There will be high-level side meetings on Iran's nuclear program and the Syrian conflict during the General Assembly, but U.N. diplomats do not expect either issue to be resolved soon.

Ahmadinejad's annual visits to New York, a city with a sizable Jewish population, are routinely met with protests against his anti-Israel rhetoric.

The New York Post newspaper said on Monday it tried unsuccessfully to deliver to his delegation a Jewish-themed welcome basket containing traditional Jewish foods, such as Gold's Borscht and Manischewitz Gefilte Fish, as well as a ticket to the off-Broadway play "Old Jews Telling Jokes."

'WE SEEK PEACE IN SYRIA'

The United Nations and Western officials have accused Iran of supplying weapons to Syria's pro-government forces, while Syria's government has accused Qatar and Saudi Arabia of arming rebels determined to topple President Bashar al-Assad.

Ahmadinejad rejected the charge that Iran was sending arms to Syria. "The so-called news that you alluded to has been denied vehemently, officially," Ahmadinejad said to a question.

"We see both sides as equally our brothers," he said. "The intervention and meddling from outside have made conditions that much tougher. We must help to quell the violence and help ... (facilitate) a national dialogue."
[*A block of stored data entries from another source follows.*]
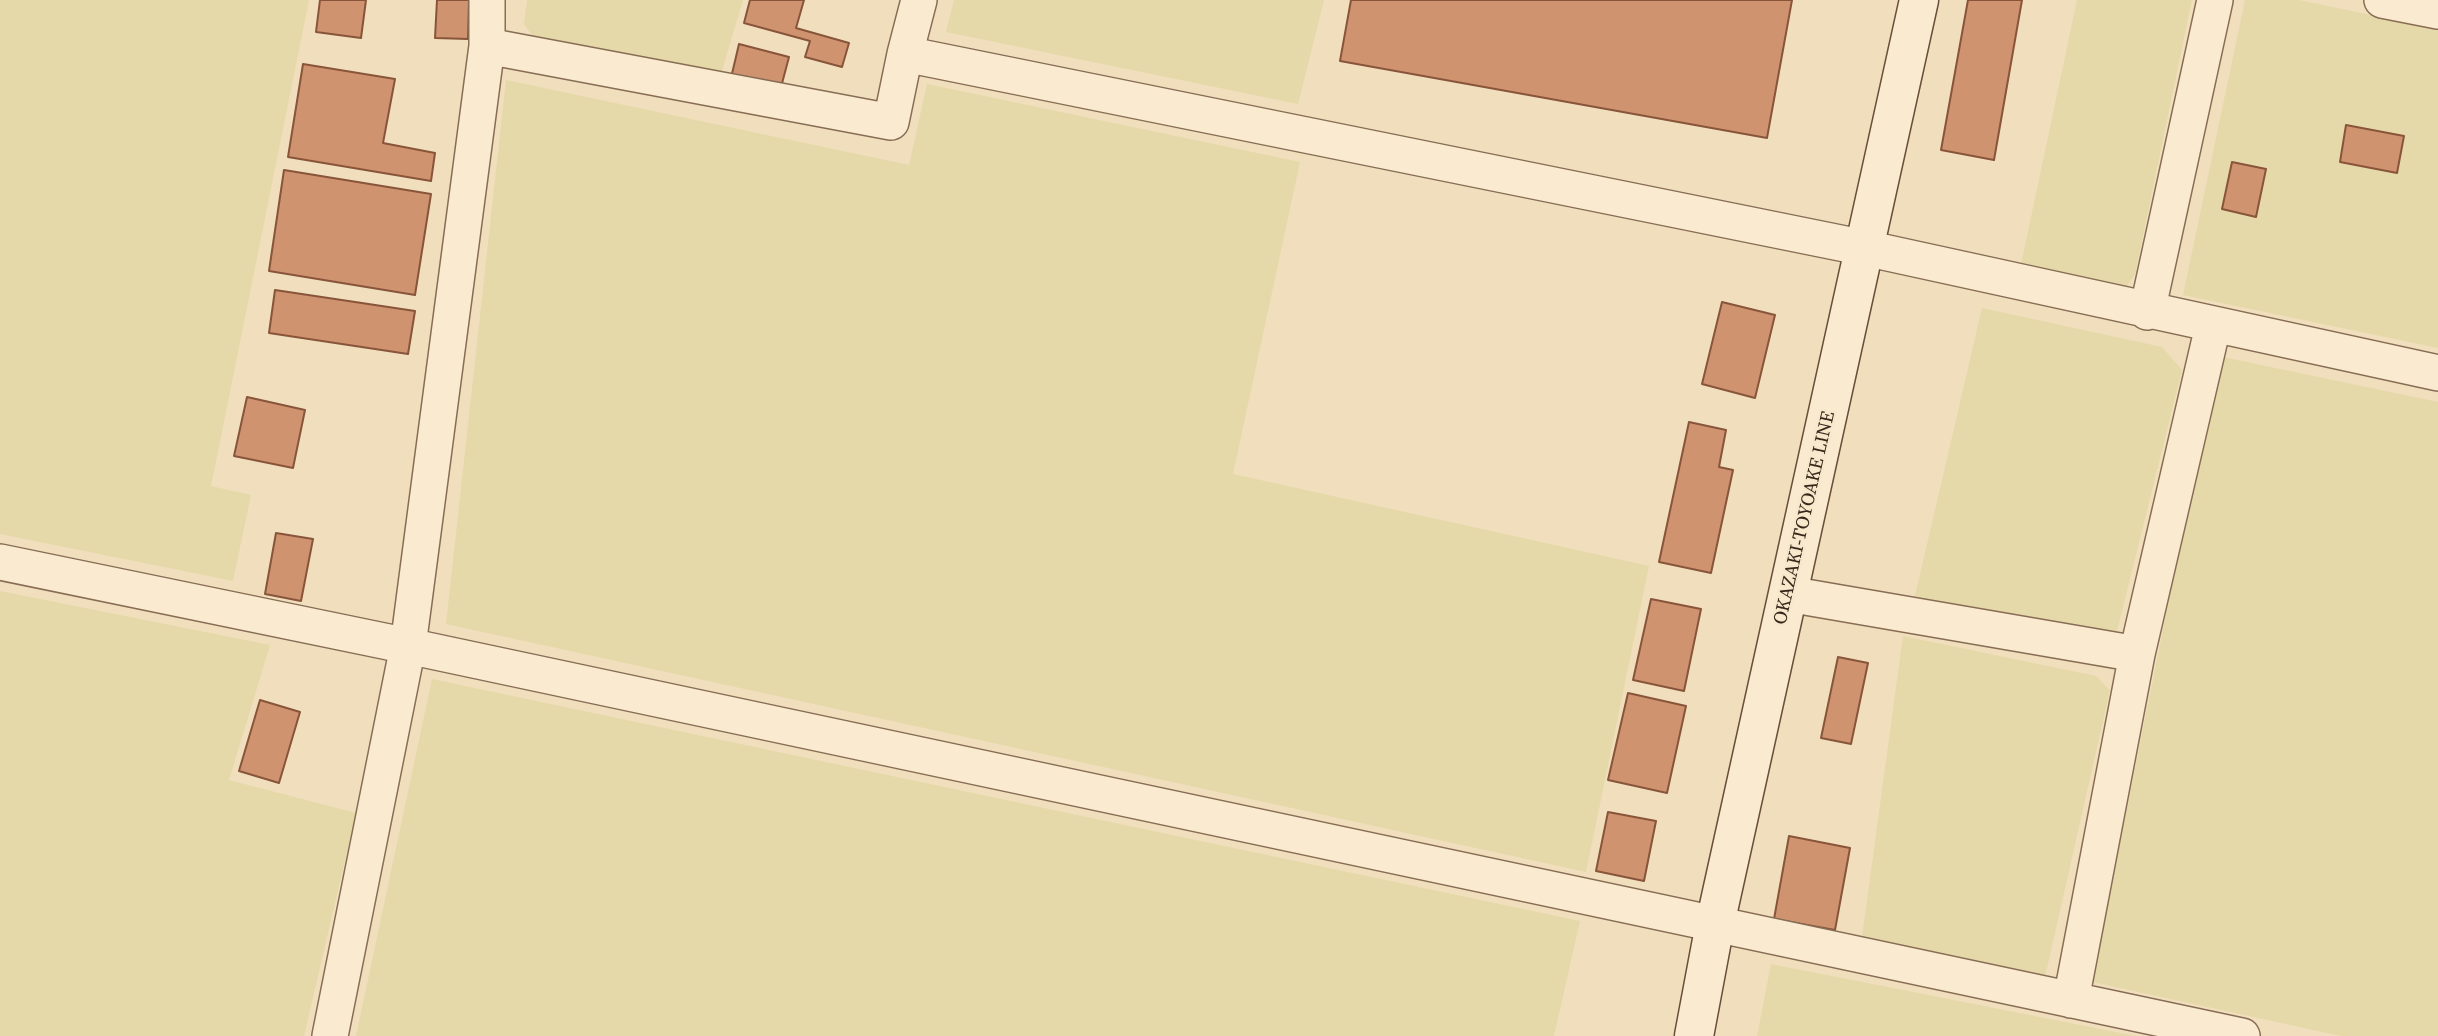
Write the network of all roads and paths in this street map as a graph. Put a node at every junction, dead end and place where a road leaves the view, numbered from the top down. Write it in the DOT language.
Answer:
graph roads {
  1 [pos="487,0"];
  2 [pos="919,0"];
  3 [pos="1919,0"];
  4 [pos="2215,0"];
  5 [pos="2382,0"];
  6 [pos="2438,11"];
  7 [pos="487,46"];
  8 [pos="905,54"];
  9 [pos="1865,248"];
  10 [pos="2147,312"];
  11 [pos="2213,326"];
  12 [pos="2438,373"];
  13 [pos="0,562"];
  14 [pos="1788,594"];
  15 [pos="408,646"];
  16 [pos="2137,654"];
  17 [pos="1715,923"];
  18 [pos="2071,1000"];
  19 [pos="330,1036"];
  20 [pos="1694,1036"];
  21 [pos="2242,1036"];
  1 -- 7 [label="street"];
  2 -- 8 [label="street"];
  3 -- 9 [label="main road, OKAZAKI-TOYOAKE LINE"];
  4 -- 10 [label="street"];
  5 -- 6 [label="street"];
  7 -- 8 [label="street"];
  7 -- 15 [label="street"];
  8 -- 9 [label="street"];
  9 -- 10 [label="street"];
  9 -- 14 [label="main road, OKAZAKI-TOYOAKE LINE"];
  10 -- 11 [label="street"];
  11 -- 12 [label="street"];
  11 -- 16 [label="street"];
  13 -- 15 [label="street"];
  14 -- 16 [label="street"];
  14 -- 17 [label="main road, OKAZAKI-TOYOAKE LINE"];
  15 -- 17 [label="street"];
  15 -- 19 [label="street"];
  16 -- 18 [label="street"];
  17 -- 18 [label="street"];
  17 -- 20 [label="main road, OKAZAKI-TOYOAKE LINE"];
  18 -- 21 [label="street"];
}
Ahmadinejad was also asked about a move by an Iranian religious foundation, in response to the "The Innocence of Muslims," to increase its reward for the killing Rushdie.

"Where is he now?" Ahmadinejad asked of Rushdie. "Is he in the United States? If he is, you shouldn't broadcast that for his own safety.

Rushdie, an Indian-born British novelist who has nothing to do with the video, was condemned to death in 1989 by Khomeini, Iran's late leader, over his novel "The Satanic Verses," saying its depiction of the Prophet Mohammad was blasphemous.

Ahmadinejad also addressed the issue of a California-made anti-Islam video, "The Innocence of Muslims," that has sparked anti-American protests around the Muslim world. He appeared to reject Washington's position that while it condemns the video's content, freedom of expression must be upheld.

"Freedoms must not interfere with the freedoms of others," Ahmadinejad said. "If someone insults, what would you do? ... Is insulting other people not a form of crime?"

Iran has a two-term limit for presidents. Ahmadinejad, widely seen as out of favor with Supreme Leader Ayatollah Ali Khamenei, ends his second term next year. "But that does not mean I will be separating myself from politics," he said.